── MATERIAL SHOWN ──
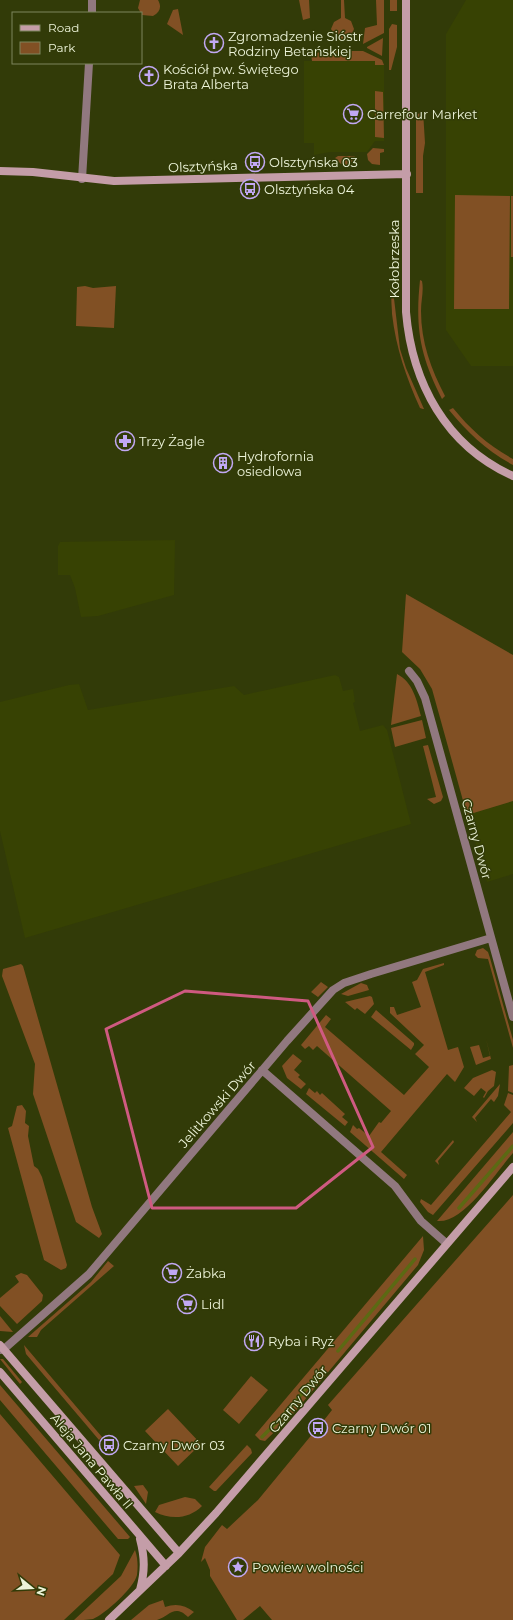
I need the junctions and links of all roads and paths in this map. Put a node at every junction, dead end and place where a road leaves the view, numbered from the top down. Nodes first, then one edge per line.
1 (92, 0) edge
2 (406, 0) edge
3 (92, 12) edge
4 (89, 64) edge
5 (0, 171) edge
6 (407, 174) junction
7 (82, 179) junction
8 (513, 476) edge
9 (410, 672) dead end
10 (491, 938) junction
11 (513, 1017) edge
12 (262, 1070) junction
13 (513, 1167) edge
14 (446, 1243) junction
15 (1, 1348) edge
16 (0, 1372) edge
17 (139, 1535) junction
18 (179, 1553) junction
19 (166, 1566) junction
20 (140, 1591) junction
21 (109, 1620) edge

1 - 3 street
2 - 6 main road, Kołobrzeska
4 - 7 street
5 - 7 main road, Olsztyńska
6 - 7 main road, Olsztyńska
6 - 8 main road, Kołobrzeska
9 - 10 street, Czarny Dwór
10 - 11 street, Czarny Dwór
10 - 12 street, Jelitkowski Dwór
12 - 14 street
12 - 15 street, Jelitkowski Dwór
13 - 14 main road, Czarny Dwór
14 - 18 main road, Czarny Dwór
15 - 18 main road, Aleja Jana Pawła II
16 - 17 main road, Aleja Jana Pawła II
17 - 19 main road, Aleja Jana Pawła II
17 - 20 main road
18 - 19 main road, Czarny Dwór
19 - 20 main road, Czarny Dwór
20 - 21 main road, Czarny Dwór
───
* **ACTIVITY**
The result should be an exact repetition of all the records. Drop the pictures.

* **RESPONSE BELOW**
I need the junctions and links of all roads and paths in this map. Put a node at every junction, dead end and place where a road leaves the view, numbered from the top down. Nodes first, then one edge per line.
1 (92, 0) edge
2 (406, 0) edge
3 (92, 12) edge
4 (89, 64) edge
5 (0, 171) edge
6 (407, 174) junction
7 (82, 179) junction
8 (513, 476) edge
9 (410, 672) dead end
10 (491, 938) junction
11 (513, 1017) edge
12 (262, 1070) junction
13 (513, 1167) edge
14 (446, 1243) junction
15 (1, 1348) edge
16 (0, 1372) edge
17 (139, 1535) junction
18 (179, 1553) junction
19 (166, 1566) junction
20 (140, 1591) junction
21 (109, 1620) edge

1 - 3 street
2 - 6 main road, Kołobrzeska
4 - 7 street
5 - 7 main road, Olsztyńska
6 - 7 main road, Olsztyńska
6 - 8 main road, Kołobrzeska
9 - 10 street, Czarny Dwór
10 - 11 street, Czarny Dwór
10 - 12 street, Jelitkowski Dwór
12 - 14 street
12 - 15 street, Jelitkowski Dwór
13 - 14 main road, Czarny Dwór
14 - 18 main road, Czarny Dwór
15 - 18 main road, Aleja Jana Pawła II
16 - 17 main road, Aleja Jana Pawła II
17 - 19 main road, Aleja Jana Pawła II
17 - 20 main road
18 - 19 main road, Czarny Dwór
19 - 20 main road, Czarny Dwór
20 - 21 main road, Czarny Dwór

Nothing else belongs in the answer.